Thing is: while the criticisms are often perfectly legitimate, many times I don’t want to get the damn story published because the story was a dialogue between my conscious and subconscious minds. Sometimes I’m dramatizing an idea, not necessarily telling a story. If you want to know how painful that is, try reading Atlas Shrugged a couple times in a row: the ideas are conveyed, but by the end can you say that you were entertained? People usually read fiction for fun, as I do. I am not writing for other people’s entertainment most of the time.
That brings up another literary fault of mine, to which I will plead no contest: I’m not writing for your entertainment or even necessarily enlightenment. I’m writing to myself, for myself, about myself. That’s about as selfish and tiny a circle as one can draw. While that might appeal to some folks on a morbid curiosity level, I’m not in the habit of letting the rest of the world listen in on my therapy sessions (and trust me, I had plenty of them between the ages of 8 and 40). Sometimes, a lot of what I write is nobody’s damn business.
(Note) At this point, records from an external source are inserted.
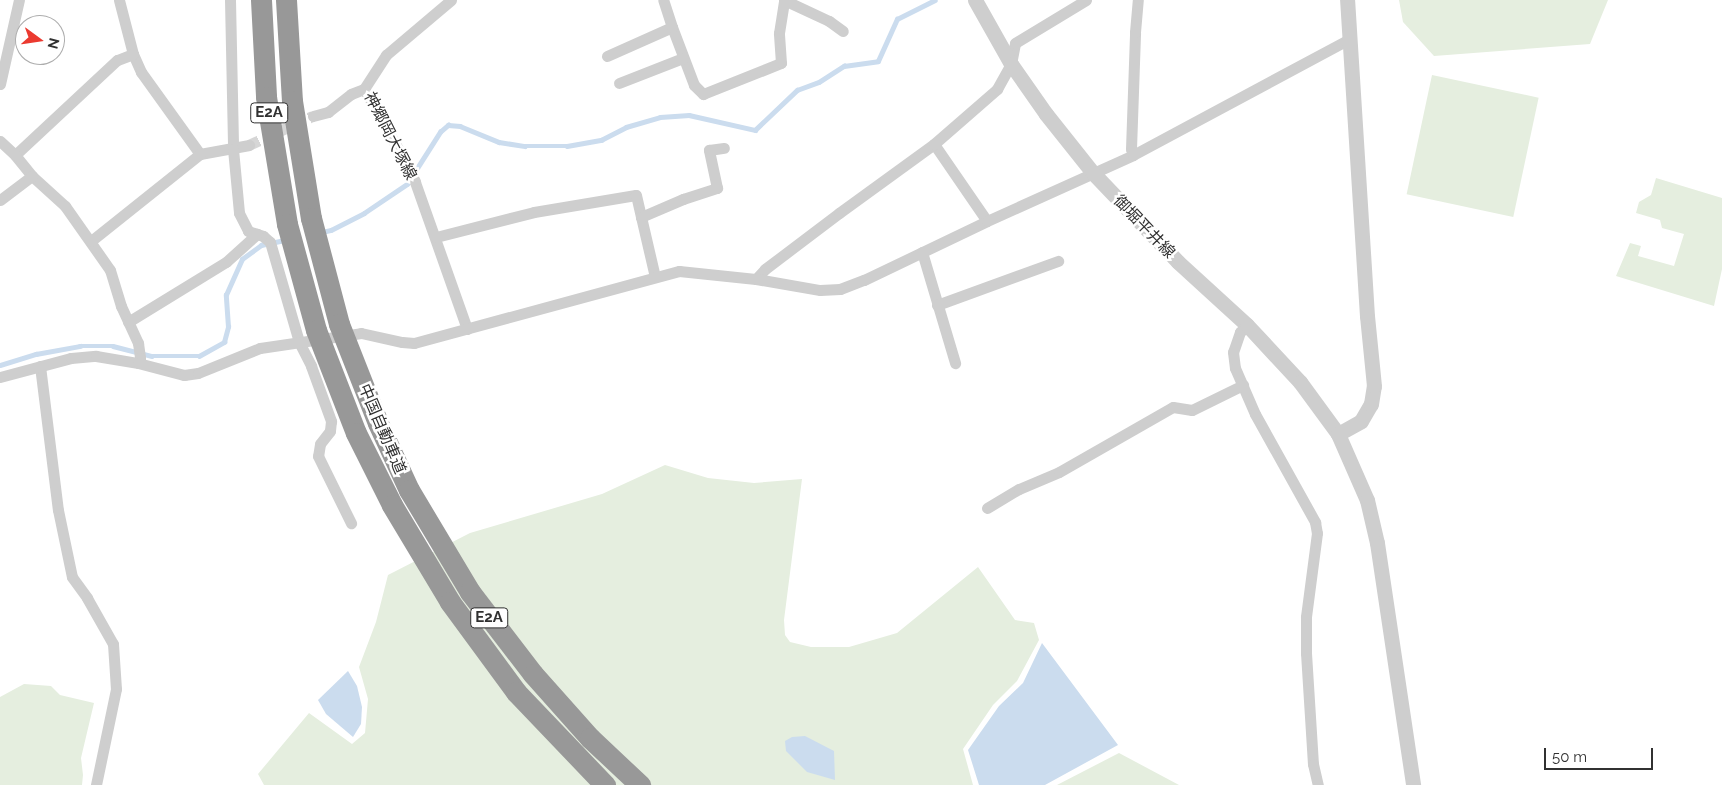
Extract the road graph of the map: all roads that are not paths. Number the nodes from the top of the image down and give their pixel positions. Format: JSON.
{"nodes":[{"id":1,"x":19,"y":0,"type":"edge"},
{"id":2,"x":120,"y":0,"type":"edge"},
{"id":3,"x":230,"y":0,"type":"edge"},
{"id":4,"x":253,"y":0,"type":"edge"},
{"id":5,"x":261,"y":0,"type":"edge"},
{"id":6,"x":286,"y":0,"type":"edge"},
{"id":7,"x":451,"y":0,"type":"edge"},
{"id":8,"x":663,"y":0,"type":"edge"},
{"id":9,"x":784,"y":0,"type":"edge"},
{"id":10,"x":975,"y":0,"type":"edge"},
{"id":11,"x":1086,"y":0,"type":"edge"},
{"id":12,"x":1138,"y":0,"type":"edge"},
{"id":13,"x":1347,"y":0,"type":"edge"},
{"id":14,"x":672,"y":27,"type":"junction"},
{"id":15,"x":843,"y":31,"type":"dead end"},
{"id":16,"x":1349,"y":39,"type":"junction"},
{"id":17,"x":133,"y":54,"type":"junction"},
{"id":18,"x":607,"y":56,"type":"dead end"},
{"id":19,"x":683,"y":58,"type":"junction"},
{"id":20,"x":1011,"y":64,"type":"junction"},
{"id":21,"x":619,"y":83,"type":"dead end"},
{"id":22,"x":0,"y":84,"type":"edge"},
{"id":23,"x":364,"y":89,"type":"junction"},
{"id":24,"x":266,"y":96,"type":"junction"},
{"id":25,"x":313,"y":116,"type":"tunnel mouth"},
{"id":26,"x":0,"y":141,"type":"edge"},
{"id":27,"x":934,"y":144,"type":"junction"},
{"id":28,"x":249,"y":145,"type":"tunnel mouth"},
{"id":29,"x":724,"y":148,"type":"dead end"},
{"id":30,"x":233,"y":149,"type":"junction"},
{"id":31,"x":200,"y":154,"type":"junction"},
{"id":32,"x":16,"y":155,"type":"junction"},
{"id":33,"x":1133,"y":155,"type":"junction"},
{"id":34,"x":1092,"y":173,"type":"junction"},
{"id":35,"x":32,"y":176,"type":"junction"},
{"id":36,"x":0,"y":200,"type":"edge"},
{"id":37,"x":641,"y":217,"type":"junction"},
{"id":38,"x":987,"y":221,"type":"junction"},
{"id":39,"x":257,"y":234,"type":"junction"},
{"id":40,"x":436,"y":237,"type":"junction"},
{"id":41,"x":92,"y":240,"type":"junction"},
{"id":42,"x":922,"y":252,"type":"junction"},
{"id":43,"x":1058,"y":262,"type":"dead end"},
{"id":44,"x":655,"y":277,"type":"junction"},
{"id":45,"x":756,"y":279,"type":"junction"},
{"id":46,"x":937,"y":305,"type":"junction"},
{"id":47,"x":128,"y":322,"type":"junction"},
{"id":48,"x":1247,"y":325,"type":"junction"},
{"id":49,"x":467,"y":329,"type":"junction"},
{"id":50,"x":299,"y":342,"type":"junction"},
{"id":51,"x":139,"y":360,"type":"junction"},
{"id":52,"x":955,"y":363,"type":"dead end"},
{"id":53,"x":40,"y":366,"type":"junction"},
{"id":54,"x":0,"y":378,"type":"edge"},
{"id":55,"x":1243,"y":385,"type":"junction"},
{"id":56,"x":1338,"y":434,"type":"junction"},
{"id":57,"x":987,"y":508,"type":"dead end"},
{"id":58,"x":351,"y":523,"type":"dead end"},
{"id":59,"x":96,"y":785,"type":"edge"},
{"id":60,"x":605,"y":785,"type":"edge"},
{"id":61,"x":640,"y":785,"type":"edge"},
{"id":62,"x":1318,"y":785,"type":"edge"},
{"id":63,"x":1413,"y":785,"type":"edge"}],
"edges":[{"from":1,"to":22,"type":"street"},
{"from":2,"to":17,"type":"street"},
{"from":3,"to":30,"type":"street"},
{"from":4,"to":24,"type":"highway"},
{"from":5,"to":24,"type":"highway","name":"中国自動車道","number":"E2A"},
{"from":6,"to":61,"type":"highway","name":"中国自動車道","number":"E2A"},
{"from":7,"to":23,"type":"street","name":"神郷岡大塚線"},
{"from":8,"to":14,"type":"street"},
{"from":9,"to":15,"type":"street"},
{"from":9,"to":19,"type":"street"},
{"from":10,"to":20,"type":"street","name":"御堀平井線"},
{"from":11,"to":20,"type":"street"},
{"from":12,"to":33,"type":"street"},
{"from":13,"to":16,"type":"street"},
{"from":14,"to":18,"type":"street"},
{"from":14,"to":19,"type":"street"},
{"from":16,"to":33,"type":"street"},
{"from":16,"to":56,"type":"street"},
{"from":17,"to":31,"type":"street"},
{"from":17,"to":32,"type":"street"},
{"from":19,"to":21,"type":"street"},
{"from":20,"to":27,"type":"street"},
{"from":20,"to":34,"type":"street","name":"御堀平井線"},
{"from":23,"to":25,"type":"street"},
{"from":23,"to":40,"type":"street","name":"神郷岡大塚線"},
{"from":24,"to":60,"type":"highway","name":"中国自動車道","number":"E2A"},
{"from":26,"to":32,"type":"street"},
{"from":27,"to":38,"type":"street"},
{"from":27,"to":45,"type":"street"},
{"from":28,"to":30,"type":"street"},
{"from":29,"to":37,"type":"street"},
{"from":30,"to":31,"type":"street"},
{"from":30,"to":39,"type":"street"},
{"from":31,"to":41,"type":"street"},
{"from":32,"to":35,"type":"street"},
{"from":33,"to":34,"type":"street"},
{"from":34,"to":38,"type":"street"},
{"from":34,"to":48,"type":"street","name":"御堀平井線"},
{"from":35,"to":36,"type":"street"},
{"from":35,"to":41,"type":"street"},
{"from":37,"to":40,"type":"street"},
{"from":37,"to":44,"type":"street"},
{"from":38,"to":42,"type":"street"},
{"from":39,"to":47,"type":"street"},
{"from":39,"to":50,"type":"street"},
{"from":40,"to":49,"type":"street","name":"神郷岡大塚線"},
{"from":41,"to":47,"type":"street"},
{"from":42,"to":45,"type":"street"},
{"from":42,"to":46,"type":"street"},
{"from":43,"to":46,"type":"street"},
{"from":44,"to":45,"type":"street"},
{"from":44,"to":49,"type":"street"},
{"from":46,"to":52,"type":"street"},
{"from":47,"to":51,"type":"street"},
{"from":48,"to":55,"type":"street"},
{"from":48,"to":56,"type":"street","name":"御堀平井線"},
{"from":49,"to":50,"type":"street"},
{"from":50,"to":51,"type":"street"},
{"from":50,"to":58,"type":"street"},
{"from":51,"to":53,"type":"street"},
{"from":53,"to":54,"type":"street"},
{"from":53,"to":59,"type":"street"},
{"from":55,"to":57,"type":"street"},
{"from":55,"to":62,"type":"street"},
{"from":56,"to":63,"type":"street","name":"御堀平井線"}]}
Lastly, there’s this: when I was younger and more unstable, I was cranking out a 25-page story a month or more. As I’ve gotten older, more stable, more settled, and involved in less personal chaos, I haven’t needed to write as much fiction as I used to. Sometimes I’ll kick out a novel for National Novel Writing Month, but that requires some thought, and then that’s the only story I’ll write for that year. As I’ve gotten older, I’ve tried to arrange my life to be as conflict- and stress-free as possible. It’s one thing to read about the imaginary sufferings of nonexistent people; it’s something else again to live through those sufferings oneself, and that is not always fun. Nor is it always fun to put imaginary people into positions of great pain. So to make a long story longer, my fiction is getting boring, even to me. If I’m not interested in having a lot of drama in my own life, why take the time to inflict more?
Anyhow, I realize that I write stories to please myself, and if you’ve never read them, that’s okay. Perhaps you weren’t meant to read them.